### What the task requires
Where a line of the material contains the string "graph", copy that line.

### Raw data
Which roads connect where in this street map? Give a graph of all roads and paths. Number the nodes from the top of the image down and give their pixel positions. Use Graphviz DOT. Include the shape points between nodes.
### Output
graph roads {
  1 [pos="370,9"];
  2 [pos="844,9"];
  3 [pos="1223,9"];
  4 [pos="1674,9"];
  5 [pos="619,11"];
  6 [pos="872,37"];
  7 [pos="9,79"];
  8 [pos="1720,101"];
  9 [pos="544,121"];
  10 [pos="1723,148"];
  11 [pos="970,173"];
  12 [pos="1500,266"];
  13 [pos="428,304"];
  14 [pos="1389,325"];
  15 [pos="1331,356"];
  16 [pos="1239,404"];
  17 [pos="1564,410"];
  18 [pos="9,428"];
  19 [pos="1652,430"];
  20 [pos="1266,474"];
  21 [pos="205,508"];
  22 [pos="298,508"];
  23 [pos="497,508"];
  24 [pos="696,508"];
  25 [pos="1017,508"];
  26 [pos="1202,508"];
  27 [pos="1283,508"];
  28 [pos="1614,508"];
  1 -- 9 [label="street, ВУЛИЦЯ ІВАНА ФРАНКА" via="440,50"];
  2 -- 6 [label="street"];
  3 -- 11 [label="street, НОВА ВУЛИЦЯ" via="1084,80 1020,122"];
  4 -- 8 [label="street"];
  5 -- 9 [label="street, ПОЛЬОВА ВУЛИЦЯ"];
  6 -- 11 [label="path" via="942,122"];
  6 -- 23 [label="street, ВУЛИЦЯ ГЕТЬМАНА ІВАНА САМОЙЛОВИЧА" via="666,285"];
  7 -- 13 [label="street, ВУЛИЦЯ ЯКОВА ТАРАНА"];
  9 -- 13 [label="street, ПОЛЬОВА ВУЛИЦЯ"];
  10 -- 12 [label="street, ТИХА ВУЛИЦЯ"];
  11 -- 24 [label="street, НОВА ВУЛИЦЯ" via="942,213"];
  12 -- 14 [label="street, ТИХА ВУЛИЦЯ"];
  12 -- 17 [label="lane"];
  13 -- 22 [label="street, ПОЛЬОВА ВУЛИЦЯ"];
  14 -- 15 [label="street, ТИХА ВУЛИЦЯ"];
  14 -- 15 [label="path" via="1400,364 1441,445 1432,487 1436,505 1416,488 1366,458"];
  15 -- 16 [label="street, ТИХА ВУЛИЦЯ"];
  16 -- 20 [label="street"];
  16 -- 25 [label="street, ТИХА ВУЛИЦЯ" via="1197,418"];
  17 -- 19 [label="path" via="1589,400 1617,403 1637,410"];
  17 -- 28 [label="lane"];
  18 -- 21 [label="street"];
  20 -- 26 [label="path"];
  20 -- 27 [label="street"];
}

### Task output
Which roads connect where in this street map? Give a graph of all roads and paths. Number the nodes from the top of the image down and give their pixel positions. Use Graphviz DOT. Include the shape points between nodes.
graph roads {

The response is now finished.